假如我们按照前文(https://www.cnblogs.com/devilmaycry812839668/p/15005959.html

的方法,先冻结CNN层参数,只训练全连接层60epoch,然后再设置整个网络可训练此时再训练60epoch(此时是CNN层和全连接层均进行训练)

那么效果会如何呢???

由于前文(https://www.cnblogs.com/devilmaycry812839668/p/15005959.html)已经获得了(冻结CNN层参数,只训练全连接层60epoch)全连接的参数,此时我们只需要将前文获得的全连接参数导入到网络中,解冻CNN层的参数再训练60个epoch即可。

代码如下:

import os
import mindspore_hub as mshub
import mindspore
from mindspore import context, Tensor, nn
from mindspore.nn import Momentum
from mindspore.train.serialization import save_checkpoint, load_checkpoint,load_param_into_net
from mindspore import ops
import mindspore.dataset as ds
import mindspore.dataset.transforms.c_transforms as C2
import mindspore.dataset.vision.c_transforms as C
from mindspore import dtype as mstype
from mindspore import Model


# 设置新的网络结构
class ReduceMeanFlatten(nn.Cell):
    def __init__(self):
        super(ReduceMeanFlatten, self).__init__()
        self.mean = ops.ReduceMean(keep_dims=True)
        self.flatten = nn.Flatten()

    def construct(self, x):
        x = self.mean(x, (2, 3))
        x = self.flatten(x)
        return x


# 设置每步学习率
def generate_steps_lr(lr_init, steps_per_epoch, total_epochs):
    total_steps = total_epochs * steps_per_epoch
    decay_epoch_index = [0.3*total_steps, 0.6*total_steps, 0.8*total_steps]
    lr_each_step = []
    for i in range(total_steps):
        if i < decay_epoch_index[0]:
            lr = lr_init
        elif i < decay_epoch_index[1]:
            lr = lr_init * 0.1
        elif i < decay_epoch_index[2]:
            lr = lr_init * 0.01
        else:
            lr = lr_init * 0.001
        lr_each_step.append(lr)
    return lr_each_step


# 设置数据集
def create_cifar10dataset(dataset_path, batch_size, do_train):
    if do_train:
        usage, shuffle = "train", True
    else:
        usage, shuffle = "test", False

    data_set = ds.Cifar10Dataset(dataset_dir=dataset_path, usage=usage, shuffle=True)

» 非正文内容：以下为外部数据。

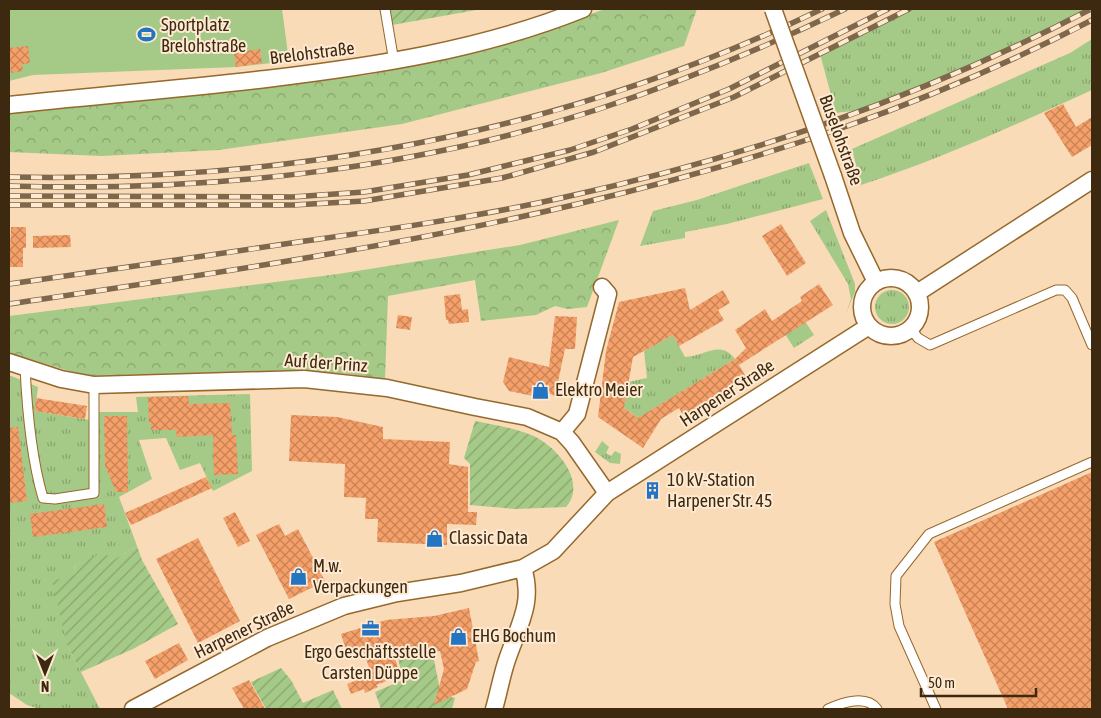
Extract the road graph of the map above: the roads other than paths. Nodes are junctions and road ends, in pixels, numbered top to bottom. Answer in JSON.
{"nodes":[{"id":1,"x":386,"y":9,"type":"edge"},
{"id":2,"x":583,"y":9,"type":"edge"},
{"id":3,"x":773,"y":9,"type":"edge"},
{"id":4,"x":394,"y":62,"type":"junction"},
{"id":5,"x":9,"y":104,"type":"edge"},
{"id":6,"x":1092,"y":180,"type":"edge"},
{"id":7,"x":876,"y":282,"type":"junction"},
{"id":8,"x":602,"y":287,"type":"dead end"},
{"id":9,"x":917,"y":293,"type":"junction"},
{"id":10,"x":869,"y":326,"type":"junction"},
{"id":11,"x":911,"y":329,"type":"junction"},
{"id":12,"x":1092,"y":344,"type":"edge"},
{"id":13,"x":9,"y":362,"type":"edge"},
{"id":14,"x":25,"y":367,"type":"junction"},
{"id":15,"x":94,"y":385,"type":"junction"},
{"id":16,"x":562,"y":432,"type":"junction"},
{"id":17,"x":1092,"y":462,"type":"edge"},
{"id":18,"x":607,"y":493,"type":"junction"},
{"id":19,"x":523,"y":568,"type":"junction"},
{"id":20,"x":133,"y":709,"type":"edge"},
{"id":21,"x":494,"y":709,"type":"edge"},
{"id":22,"x":828,"y":709,"type":"edge"},
{"id":23,"x":877,"y":709,"type":"edge"},
{"id":24,"x":936,"y":709,"type":"edge"}],
"edges":[{"from":1,"to":4,"type":"lane"},
{"from":2,"to":4,"type":"street","name":"Brelohstraße"},
{"from":3,"to":7,"type":"street","name":"Buselohstraße","bridge":true},
{"from":4,"to":5,"type":"street","name":"Brelohstraße"},
{"from":6,"to":9,"type":"street"},
{"from":7,"to":9,"type":"street"},
{"from":7,"to":10,"type":"street"},
{"from":8,"to":16,"type":"street"},
{"from":9,"to":11,"type":"street"},
{"from":10,"to":11,"type":"street"},
{"from":10,"to":18,"type":"street","name":"Harpener Straße"},
{"from":11,"to":12,"type":"lane"},
{"from":13,"to":14,"type":"street","name":"Auf der Prinz"},
{"from":14,"to":15,"type":"street","name":"Auf der Prinz"},
{"from":14,"to":15,"type":"lane"},
{"from":15,"to":16,"type":"street","name":"Auf der Prinz"},
{"from":16,"to":18,"type":"street","name":"Auf der Prinz"},
{"from":17,"to":24,"type":"lane"},
{"from":18,"to":19,"type":"street"},
{"from":19,"to":20,"type":"street","name":"Harpener Straße"},
{"from":19,"to":21,"type":"street"},
{"from":22,"to":23,"type":"lane"}]}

    # define map operations
    trans = [C.Resize((256, 256))]
    if do_train:
        trans += [
            C.RandomHorizontalFlip(prob=0.5),
        ]

    trans += [
        C.Rescale(1.0 / 255.0, 0.0),
        C.Normalize([0.5, 0.5, 0.5], [0.5, 0.5, 0.5]),
        C.HWC2CHW()
    ]

    type_cast_op = C2.TypeCast(mstype.int32)

    data_set = data_set.map(operations=type_cast_op, input_columns="label", num_parallel_workers=8)
    data_set = data_set.map(operations=trans, input_columns="image", num_parallel_workers=8)

    # apply batch operations
    data_set = data_set.batch(batch_size, drop_remainder=True)
    return data_set


# Create Dataset
dataset_path = "datasets/cifar-10-batches-bin/train"
dataset = create_cifar10dataset(dataset_path, batch_size=32, do_train=True)

# 构建整体网络
model = "mindspore/ascend/1.0/mobilenetv2_v1.0_openimage"
network = mshub.load(model, num_classes=500, include_top=False, activation="Sigmoid")
network.set_train(True)

# Check MindSpore Hub website to conclude that the last output shape is 1280.
last_channel = 1280
# The number of classes in target task is 10.
num_classes = 10

reduce_mean_flatten = ReduceMeanFlatten()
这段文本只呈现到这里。